• **WORK INSTRUCTIONS**
Look through the lines below and extract each one that contains "lane".

• **DATASET CONTENT**
((

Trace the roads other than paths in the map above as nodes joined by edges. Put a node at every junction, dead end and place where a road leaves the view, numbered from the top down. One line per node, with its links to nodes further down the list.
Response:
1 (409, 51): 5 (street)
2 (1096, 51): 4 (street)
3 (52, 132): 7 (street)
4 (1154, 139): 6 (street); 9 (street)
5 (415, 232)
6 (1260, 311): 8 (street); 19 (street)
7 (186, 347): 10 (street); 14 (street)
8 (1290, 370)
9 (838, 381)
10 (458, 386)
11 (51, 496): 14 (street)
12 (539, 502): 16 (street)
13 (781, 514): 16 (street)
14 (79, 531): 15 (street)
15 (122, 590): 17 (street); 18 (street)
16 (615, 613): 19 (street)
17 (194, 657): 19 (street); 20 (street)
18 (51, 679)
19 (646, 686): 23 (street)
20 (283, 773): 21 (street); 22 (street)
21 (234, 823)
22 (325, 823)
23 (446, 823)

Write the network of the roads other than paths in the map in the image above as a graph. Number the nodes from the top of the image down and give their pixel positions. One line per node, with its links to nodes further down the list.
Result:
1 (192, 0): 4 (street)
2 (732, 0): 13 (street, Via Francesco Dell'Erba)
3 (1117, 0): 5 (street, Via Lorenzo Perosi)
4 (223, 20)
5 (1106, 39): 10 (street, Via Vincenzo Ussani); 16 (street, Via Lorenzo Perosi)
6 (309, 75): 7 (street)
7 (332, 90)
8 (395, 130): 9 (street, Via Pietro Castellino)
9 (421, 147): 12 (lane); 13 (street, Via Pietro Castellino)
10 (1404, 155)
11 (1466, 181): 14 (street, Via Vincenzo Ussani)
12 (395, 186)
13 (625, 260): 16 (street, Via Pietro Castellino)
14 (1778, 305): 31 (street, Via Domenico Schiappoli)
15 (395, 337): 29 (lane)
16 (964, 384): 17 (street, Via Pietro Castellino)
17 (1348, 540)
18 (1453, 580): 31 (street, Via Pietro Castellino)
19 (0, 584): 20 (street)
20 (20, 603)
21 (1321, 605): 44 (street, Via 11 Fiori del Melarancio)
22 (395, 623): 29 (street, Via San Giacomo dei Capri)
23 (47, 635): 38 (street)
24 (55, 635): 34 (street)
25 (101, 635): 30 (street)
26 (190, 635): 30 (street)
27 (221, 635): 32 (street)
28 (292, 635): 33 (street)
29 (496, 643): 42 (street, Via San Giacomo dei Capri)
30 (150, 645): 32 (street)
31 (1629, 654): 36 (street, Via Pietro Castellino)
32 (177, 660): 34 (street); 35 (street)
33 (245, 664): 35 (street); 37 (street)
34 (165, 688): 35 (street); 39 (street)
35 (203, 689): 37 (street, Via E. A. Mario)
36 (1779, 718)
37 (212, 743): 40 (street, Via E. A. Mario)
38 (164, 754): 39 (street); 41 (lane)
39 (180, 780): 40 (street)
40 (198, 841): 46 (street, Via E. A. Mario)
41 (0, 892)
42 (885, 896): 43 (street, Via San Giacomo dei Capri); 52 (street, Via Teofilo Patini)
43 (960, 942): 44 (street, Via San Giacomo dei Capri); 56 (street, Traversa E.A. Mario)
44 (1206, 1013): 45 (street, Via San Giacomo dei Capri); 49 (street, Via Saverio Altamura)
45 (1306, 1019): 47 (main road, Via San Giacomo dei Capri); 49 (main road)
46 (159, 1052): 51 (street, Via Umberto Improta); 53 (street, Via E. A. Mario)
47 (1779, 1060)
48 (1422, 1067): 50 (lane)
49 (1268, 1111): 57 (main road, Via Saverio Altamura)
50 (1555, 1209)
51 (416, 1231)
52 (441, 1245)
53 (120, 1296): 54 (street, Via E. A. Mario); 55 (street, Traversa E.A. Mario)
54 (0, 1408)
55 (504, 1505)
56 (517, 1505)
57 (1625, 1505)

))

• **TASK ANSWER**
9 (421, 147): 12 (lane); 13 (street, Via Pietro Castellino)
15 (395, 337): 29 (lane)
38 (164, 754): 39 (street); 41 (lane)
48 (1422, 1067): 50 (lane)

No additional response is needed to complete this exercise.